Eighty garlic clove braised pork belly & tripe: More thumbs up all the way around. Steingarten likes the “tripe chips.”

Garlic infused honey mousse and pine nut brittle: “[The garlic] enhances what’s happening” says Dona. But Steingarten says the other savory flavors take away from the garlic.

9:50: Batali’s turn. He reveals that he stuck to traditional Spanish dishes from his recent trip to Spain.
Tapas: garlic bruschetta with lomo, garlic-potato tortilla, brandade stuff piquillo pepper

Gambas al ajillo: Spicy works; garlic chips are great too. The most delicious langoustine Allen has ever tasted.

Cod with green garlic emulsion: Steingarten sums up most of Batali’s dishes thus far: very good but pretty traditional. Echoing JS, Donatella has nothing bad to say.

Cold gazpacho soup (garlic, almonds, melon) &; sopa de ajo with the quail egg ricotta ravioli: A nice combo

Lamb chop with escalivada: Thumbs up, zucchini blossoms done perfectly.

Thoughts before hearing the verdict: Cosentino had more misses, but Batali was a little boring. Let’s see if the judges reward CC’s hits.
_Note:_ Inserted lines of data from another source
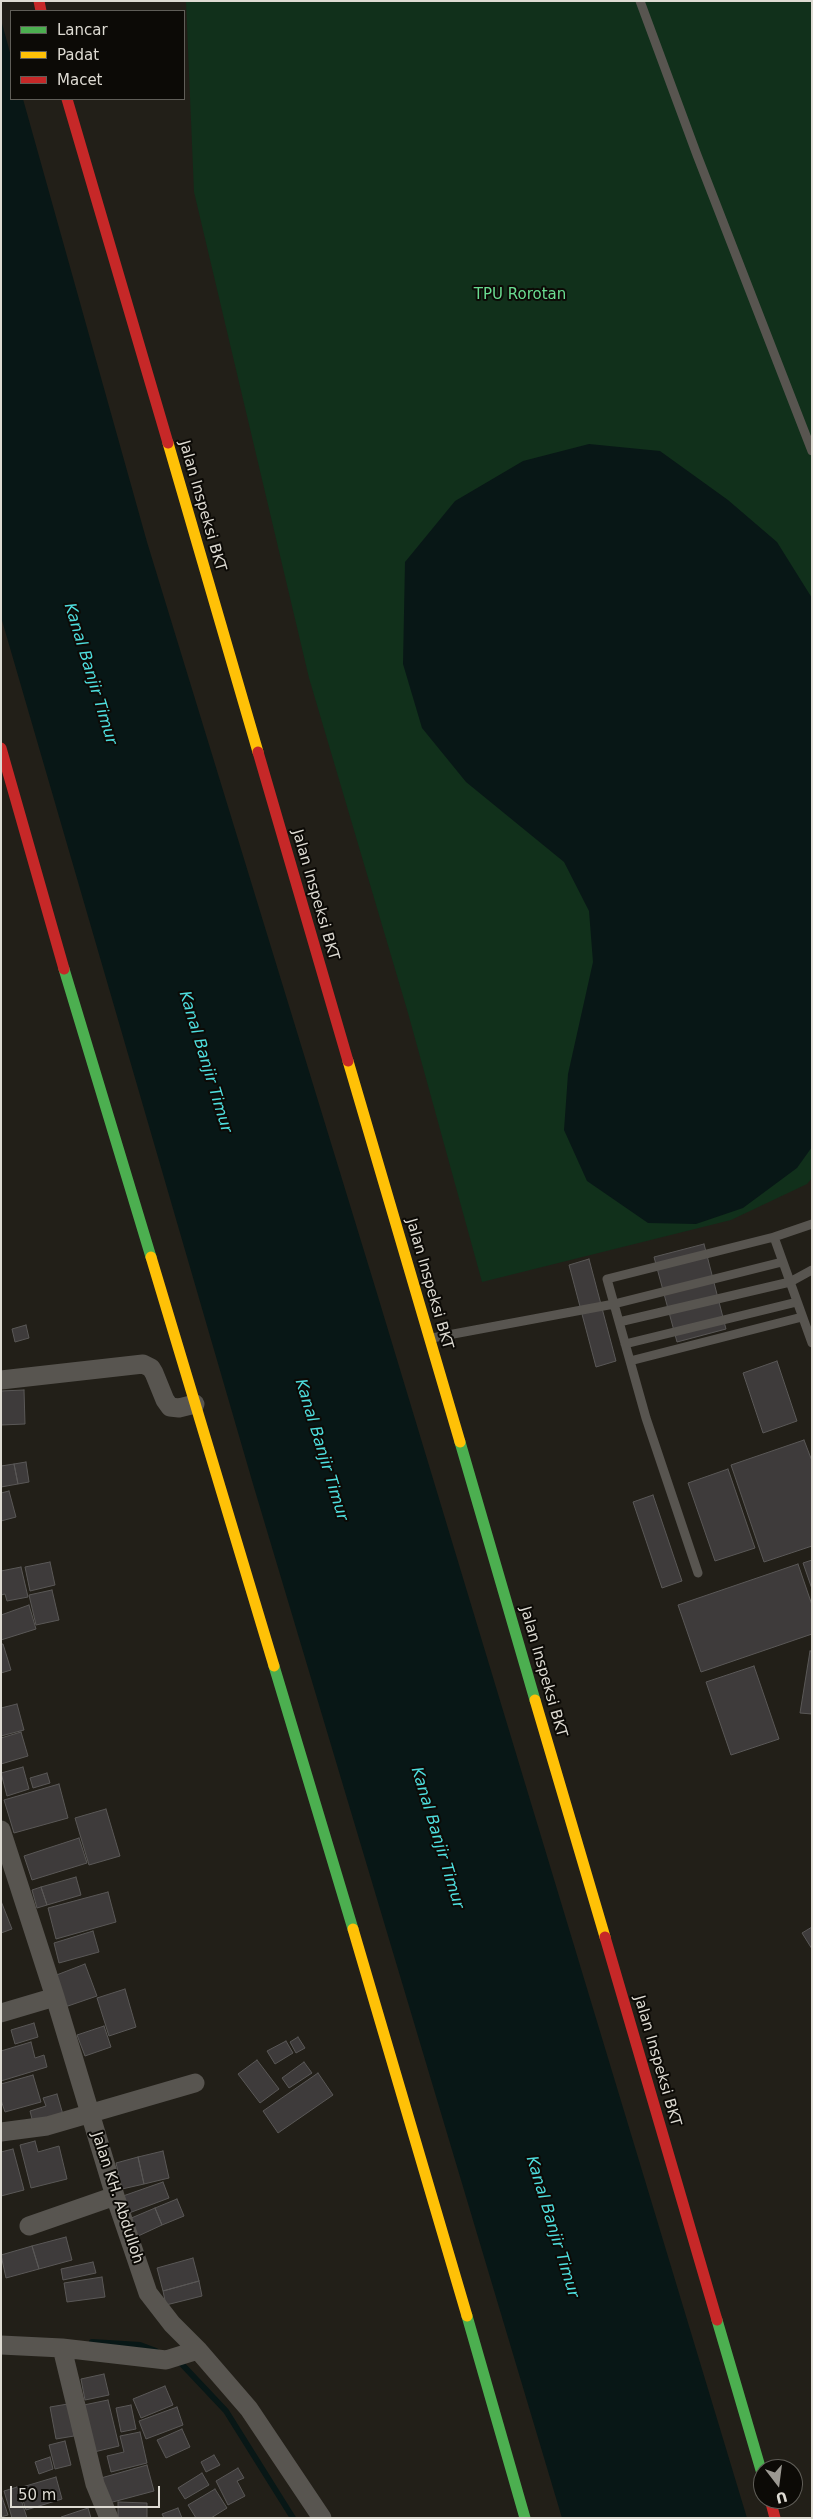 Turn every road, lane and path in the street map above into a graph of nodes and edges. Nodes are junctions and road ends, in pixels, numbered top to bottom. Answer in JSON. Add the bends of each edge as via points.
{"nodes":[{"id":1,"x":640,"y":1,"type":"edge"},
{"id":2,"x":67,"y":100,"type":"edge"},
{"id":3,"x":812,"y":451,"type":"edge"},
{"id":4,"x":1,"y":748,"type":"edge"},
{"id":5,"x":812,"y":1224,"type":"edge"},
{"id":6,"x":774,"y":1237,"type":"junction"},
{"id":7,"x":782,"y":1262,"type":"junction"},
{"id":8,"x":812,"y":1270,"type":"edge"},
{"id":9,"x":790,"y":1282,"type":"junction"},
{"id":10,"x":797,"y":1302,"type":"junction"},
{"id":11,"x":614,"y":1304,"type":"junction"},
{"id":12,"x":802,"y":1317,"type":"junction"},
{"id":13,"x":619,"y":1322,"type":"junction"},
{"id":14,"x":430,"y":1338,"type":"junction"},
{"id":15,"x":812,"y":1343,"type":"edge"},
{"id":16,"x":625,"y":1344,"type":"junction"},
{"id":17,"x":630,"y":1361,"type":"junction"},
{"id":18,"x":1,"y":1380,"type":"edge"},
{"id":19,"x":195,"y":1404,"type":"junction"},
{"id":20,"x":698,"y":1573,"type":"dead end"},
{"id":21,"x":1,"y":1830,"type":"edge"},
{"id":22,"x":55,"y":1997,"type":"junction"},
{"id":23,"x":1,"y":2013,"type":"edge"},
{"id":24,"x":196,"y":2083,"type":"dead end"},
{"id":25,"x":90,"y":2114,"type":"junction"},
{"id":26,"x":1,"y":2132,"type":"edge"},
{"id":27,"x":115,"y":2196,"type":"junction"},
{"id":28,"x":29,"y":2226,"type":"dead end"},
{"id":29,"x":1,"y":2345,"type":"edge"},
{"id":30,"x":62,"y":2348,"type":"junction"},
{"id":31,"x":182,"y":2355,"type":"junction"},
{"id":32,"x":758,"y":2459,"type":"edge"},
{"id":33,"x":109,"y":2518,"type":"edge"},
{"id":34,"x":322,"y":2518,"type":"edge"},
{"id":35,"x":525,"y":2518,"type":"edge"}],
"edges":[{"from":1,"to":3,"type":"lane"},
{"from":2,"to":14,"type":"street","name":"Jalan Inspeksi BKT"},
{"from":4,"to":19,"type":"street"},
{"from":5,"to":6,"type":"lane"},
{"from":6,"to":7,"type":"lane"},
{"from":6,"to":11,"type":"lane","via":[[607,1279]]},
{"from":7,"to":9,"type":"lane"},
{"from":7,"to":11,"type":"lane"},
{"from":8,"to":9,"type":"lane"},
{"from":9,"to":10,"type":"lane"},
{"from":9,"to":13,"type":"lane"},
{"from":10,"to":12,"type":"lane"},
{"from":10,"to":16,"type":"lane"},
{"from":11,"to":13,"type":"lane"},
{"from":11,"to":14,"type":"lane"},
{"from":12,"to":15,"type":"lane"},
{"from":12,"to":17,"type":"lane"},
{"from":13,"to":16,"type":"lane"},
{"from":14,"to":32,"type":"street","name":"Jalan Inspeksi BKT"},
{"from":16,"to":17,"type":"lane"},
{"from":17,"to":20,"type":"lane"},
{"from":18,"to":19,"type":"street","via":[[143,1364],[151,1368],[170,1407]]},
{"from":19,"to":35,"type":"street","via":[[415,2134]]},
{"from":21,"to":22,"type":"street","name":"Jalan KH. Abdulloh"},
{"from":22,"to":23,"type":"street"},
{"from":22,"to":25,"type":"street","name":"Jalan KH. Abdulloh"},
{"from":24,"to":25,"type":"street"},
{"from":25,"to":26,"type":"street","via":[[47,2126]]},
{"from":25,"to":27,"type":"street","name":"Jalan KH. Abdulloh"},
{"from":27,"to":28,"type":"street"},
{"from":27,"to":31,"type":"street","name":"Jalan KH. Abdulloh","via":[[148,2293],[172,2324]]},
{"from":29,"to":30,"type":"street"},
{"from":30,"to":31,"type":"street"},
{"from":30,"to":33,"type":"street","via":[[95,2484]]},
{"from":31,"to":34,"type":"street","name":"Jalan KH. Abdulloh","via":[[249,2409]]}]}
9:58: And the verdict: it’s Batali!

Taste: 25-24
Plating: 13-7
Originality: 8-13
Total: 46-44

Batali and his traditional Spanish dishes were rightly penalized for the lack of originality, but I don’t quite understand the plating disparity. If anything, I would think that Cosentino’s use of the talon would boost his score above a seven. Can anyone explain this?